A young man who was also selling at the market, came up to us and said that if we needed any help communicating, he speaks English and would be happy to help.

He stepped over to help me communicate with the man selling the berries from large buckets.
He told me to taste one and see if I wanted to buy it.
It was sour and tasty, but not tart like cranberries.

I bought half a kilo for 0.75 Euros, and a kilo of delicious freshly picked raspberries for €2.5.
I couldn’t believe my luck, I have never eaten a whole kilo of fresh raspberries…

The man asked us where we are from.
When we said New Zealand, he asked us where is our Kangaroo?
We laughed but did not explain that Kangaroos live in Australia, instead we said we left it at home.

We complimented him on his great command of the English language.
Nobody at the market in this town spoke any English.
He told us he studied English in school and besides that, he loves movies and that is really how he learnt English.

Jules told him that it is an important time in New Zealand right now, as we are in the process of electing a new government.
The National party which was in control of the parliament, might lose control to the Labour party, which is a more liberal party.

The man said that he understands the words that Jules said, but he does not know anything about NZ politics and therefore does not understand the meaning.

Jules explained that we have two big political parties, a conservative party and a more liberal party.

The man said that it is the same in Montenegro.
He explained that they have a radical nationalist party and a more liberal party that calls itself Multi-National.

We asked who is ruling Montenegro right now?
Without hesitation the man answered:
“Right now, the country is run by……. thieves!”

After we stopped laughing and enjoying his joke, he said:
“Yes, the country is run by thieves.
You know, they call themselves Multi Nationalists and they have run the country for the last twenty five years, but in reality they are thieves.”

I enjoyed our stroll around the local market immensely.
I saw handmade women’s shoes made from black plastic, handmade brooms, hand tools and all sorts of items people who live in the mountains find useful.

Two old men came up to me, one touched my face gently with his leathery hand, and the other squeezed my shoulder with warmth.
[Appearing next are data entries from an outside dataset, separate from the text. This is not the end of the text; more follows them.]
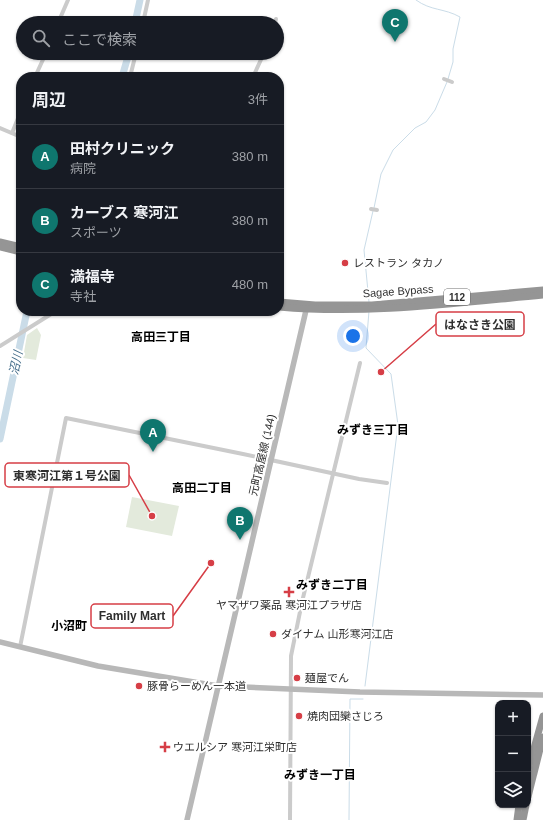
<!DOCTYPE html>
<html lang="ja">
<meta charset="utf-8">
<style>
:root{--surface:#171b24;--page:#20242c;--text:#f1f3f6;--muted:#9ea1a6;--line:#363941;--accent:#0f766e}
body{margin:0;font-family:Helvetica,"Noto Sans JP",sans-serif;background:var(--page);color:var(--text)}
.controls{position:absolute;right:12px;bottom:12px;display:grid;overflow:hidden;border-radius:8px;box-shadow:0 1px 3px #0004}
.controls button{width:36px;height:36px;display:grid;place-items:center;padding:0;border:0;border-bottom:1px solid var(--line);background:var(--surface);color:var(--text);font:20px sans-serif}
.you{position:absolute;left:353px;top:336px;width:14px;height:14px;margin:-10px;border:3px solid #fff;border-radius:50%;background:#1a73e8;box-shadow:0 0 0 6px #1a73e833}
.badge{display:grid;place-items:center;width:26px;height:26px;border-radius:50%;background:var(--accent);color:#fff;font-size:13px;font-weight:700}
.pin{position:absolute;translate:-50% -33px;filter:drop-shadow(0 1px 2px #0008)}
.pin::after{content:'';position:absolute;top:21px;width:14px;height:12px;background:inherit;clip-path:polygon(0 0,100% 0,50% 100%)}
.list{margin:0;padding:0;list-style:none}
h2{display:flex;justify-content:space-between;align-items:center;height:52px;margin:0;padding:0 16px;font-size:17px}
h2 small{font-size:13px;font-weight:400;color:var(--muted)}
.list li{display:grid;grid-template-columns:26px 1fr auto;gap:12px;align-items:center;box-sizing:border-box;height:64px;padding:0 16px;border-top:1px solid var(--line)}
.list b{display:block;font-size:15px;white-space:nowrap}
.list p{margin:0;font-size:13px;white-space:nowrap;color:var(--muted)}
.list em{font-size:13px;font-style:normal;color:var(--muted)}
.icon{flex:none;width:22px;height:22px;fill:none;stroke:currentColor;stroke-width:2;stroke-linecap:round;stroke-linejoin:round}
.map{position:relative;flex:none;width:543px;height:820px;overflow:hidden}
.search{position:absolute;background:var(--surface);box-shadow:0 1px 3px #0004;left:16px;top:16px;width:268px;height:44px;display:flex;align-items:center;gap:10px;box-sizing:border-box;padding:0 14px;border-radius:22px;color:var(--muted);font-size:15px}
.panel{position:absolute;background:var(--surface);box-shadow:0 1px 3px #0004;left:16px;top:72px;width:268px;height:244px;border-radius:16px}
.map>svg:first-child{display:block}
.green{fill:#e3eadc}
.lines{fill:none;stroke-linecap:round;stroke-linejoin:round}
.stream{stroke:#cadce8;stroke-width:1}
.river{stroke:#cadce8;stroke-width:7}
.street{stroke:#cbcbcb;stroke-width:4}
.secondary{stroke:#b8b8b8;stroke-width:5.5}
.highway{stroke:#959595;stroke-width:7}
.poi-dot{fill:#d63e46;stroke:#fff;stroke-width:1.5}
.labels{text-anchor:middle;stroke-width:4;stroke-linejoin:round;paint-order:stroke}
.shield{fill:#fff;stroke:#6d6d6d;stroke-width:1}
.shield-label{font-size:10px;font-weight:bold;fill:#2e2e2e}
.poi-label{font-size:11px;fill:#2e2e2e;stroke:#fff;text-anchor:start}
.street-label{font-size:11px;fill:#2e2e2e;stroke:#fff}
.neighbourhood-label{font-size:12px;font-weight:bold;fill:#000;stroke:#fff}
.water-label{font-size:12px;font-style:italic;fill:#436c89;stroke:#fff}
.leader{fill:none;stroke:#d63e46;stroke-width:1.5}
.callout-dot{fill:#d63e46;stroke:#fff;stroke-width:1.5}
.callout{fill:#fff;stroke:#d63e46;stroke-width:1.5}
.callout-label{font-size:12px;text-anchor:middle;font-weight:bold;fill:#2e2e2e}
</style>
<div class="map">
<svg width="543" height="820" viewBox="0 0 543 820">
<rect width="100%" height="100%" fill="#fff"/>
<!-- green -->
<g class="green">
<polygon points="37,328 41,335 36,360 23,358 27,335"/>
<polygon points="132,497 179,506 172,536 126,527"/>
</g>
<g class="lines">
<!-- stream -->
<g class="stream">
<path d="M416,0C431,11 444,8 460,17L453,49V62L448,79"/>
<polyline points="374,208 381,174 393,150 415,128 426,122 435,110 447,82"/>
<polyline points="369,302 364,250 373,211"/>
<polyline points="365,686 398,425 391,374 366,348 369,311"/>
<polyline points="349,820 350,699 363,699"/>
</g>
<!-- river -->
<g class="river">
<polyline points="135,23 140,0"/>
<polyline points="122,77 129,53"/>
<polyline points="0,439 27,311"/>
</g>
<!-- street -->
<g class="street">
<polyline points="58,23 68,0"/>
<polyline points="143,23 148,0"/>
<polyline points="275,23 276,19"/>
<polyline points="35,77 46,53"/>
<polyline points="130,77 136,53"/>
<polyline points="253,77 264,53"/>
<polyline points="444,79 452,82"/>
<polyline points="0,128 21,137"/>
<polyline points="12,133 21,111"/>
<polyline points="371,209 377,210"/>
<polyline points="0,346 56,311"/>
<polyline points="20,647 66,418 243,454 359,479 387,483"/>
<polyline points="290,820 291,656 302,602 360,363"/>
</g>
<!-- secondary -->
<g class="secondary">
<polyline points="0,642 98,666 218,686 360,692 543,695"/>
<polyline points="187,820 307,306"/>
</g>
<!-- highway -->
<g class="highway">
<polyline points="0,242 21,247"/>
<polyline points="0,247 21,252"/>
<polyline points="279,302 315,305 372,305 543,290"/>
<path d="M279,307C367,315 456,303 543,295"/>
<polyline points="528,770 543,716"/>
<polyline points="528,797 543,737"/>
<polyline points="517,820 519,805"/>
<polyline points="523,820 526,805"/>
</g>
</g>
<!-- markers -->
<g class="poi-dot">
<circle cx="345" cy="263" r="4"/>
<path d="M287 586h4v4h4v4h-4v4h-4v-4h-4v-4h4z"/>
<circle cx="273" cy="634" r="4"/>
<circle cx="297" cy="678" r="4"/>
<circle cx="139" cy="686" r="4"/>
<circle cx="299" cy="716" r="4"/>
<path d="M163 741h4v4h4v4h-4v4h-4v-4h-4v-4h4z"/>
</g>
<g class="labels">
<!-- shield labels -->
<rect class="shield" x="444" y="289" width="26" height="16" rx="3"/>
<g class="shield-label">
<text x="457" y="301">112</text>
</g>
<!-- poi labels -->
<g class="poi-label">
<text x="353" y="267">レストラン タカノ</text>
<text x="289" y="609" text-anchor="middle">ヤマザワ薬品 寒河江プラザ店</text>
<text x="281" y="638">ダイナム 山形寒河江店</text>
<text x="305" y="682">麺屋でん</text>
<text x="147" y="690">豚骨らーめん一本道</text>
<text x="307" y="720">焼肉団欒さじろ</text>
<text x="173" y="751">ウエルシア 寒河江栄町店</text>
</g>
<!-- street labels -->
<g class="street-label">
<text transform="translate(398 291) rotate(-4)" y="4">Sagae Bypass</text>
<text transform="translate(262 455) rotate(-77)" y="4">元町高屋線 (144)</text>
</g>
<!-- neighbourhood labels -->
<g class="neighbourhood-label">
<text x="161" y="341">高田三丁目</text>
<text x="373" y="434">みずき三丁目</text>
<text x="202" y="492">高田二丁目</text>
<text x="332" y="589">みずき二丁目</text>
<text x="69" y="630">小沼町</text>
<text x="320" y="779">みずき一丁目</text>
</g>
<!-- water labels -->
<g class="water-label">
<text transform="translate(16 363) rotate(-78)" y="4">沼川</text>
</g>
</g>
<!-- callouts -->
<path class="leader" d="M381 372L436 324M152 516L129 475M211 563L173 616"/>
<g class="callout-dot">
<circle cx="381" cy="372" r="4"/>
<circle cx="152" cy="516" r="4"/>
<circle cx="211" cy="563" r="4"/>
</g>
<g class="callout">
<rect x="436" y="312" width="88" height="24" rx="4"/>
<rect x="5" y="463" width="124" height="24" rx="4"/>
<rect x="91" y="604" width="82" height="24" rx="4"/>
</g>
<g class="callout-label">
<text x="480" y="329">はなさき公園</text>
<text x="67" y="480">東寒河江第１号公園</text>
<text x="132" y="620">Family Mart</text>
</g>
</svg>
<div class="controls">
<button>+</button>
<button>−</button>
<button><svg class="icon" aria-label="layers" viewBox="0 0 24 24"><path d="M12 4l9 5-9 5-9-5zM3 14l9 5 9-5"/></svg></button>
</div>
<div class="you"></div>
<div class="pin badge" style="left:153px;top:452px">A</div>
<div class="pin badge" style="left:240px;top:540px">B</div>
<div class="pin badge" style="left:395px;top:42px">C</div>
<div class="search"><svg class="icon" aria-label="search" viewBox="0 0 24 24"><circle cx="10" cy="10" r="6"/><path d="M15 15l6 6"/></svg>ここで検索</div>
<section class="panel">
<h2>周辺<small>3件</small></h2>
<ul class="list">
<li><span class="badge">A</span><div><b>田村クリニック</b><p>病院</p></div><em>380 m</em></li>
<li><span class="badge">B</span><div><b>カーブス 寒河江</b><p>スポーツ</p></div><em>380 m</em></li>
<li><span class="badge">C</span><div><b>満福寺</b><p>寺社</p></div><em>480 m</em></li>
</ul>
</section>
</div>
They obviously do not get to see too many tourists in this place, and a tourist is still a source of curiosity.
Most of the tourists stay on the coast, and make only day trips inland to see the parks, mountains and old monasteries.

The people of Montenegro are diverse, and I found most of them very sweet.
Some bus drivers are aggressive, but most people are very sweet, kind and very personable.

There are descendants of the Turks, Russians, Serbs, Venetians and local Montenegrins, all getting along pretty well for over two thousand years.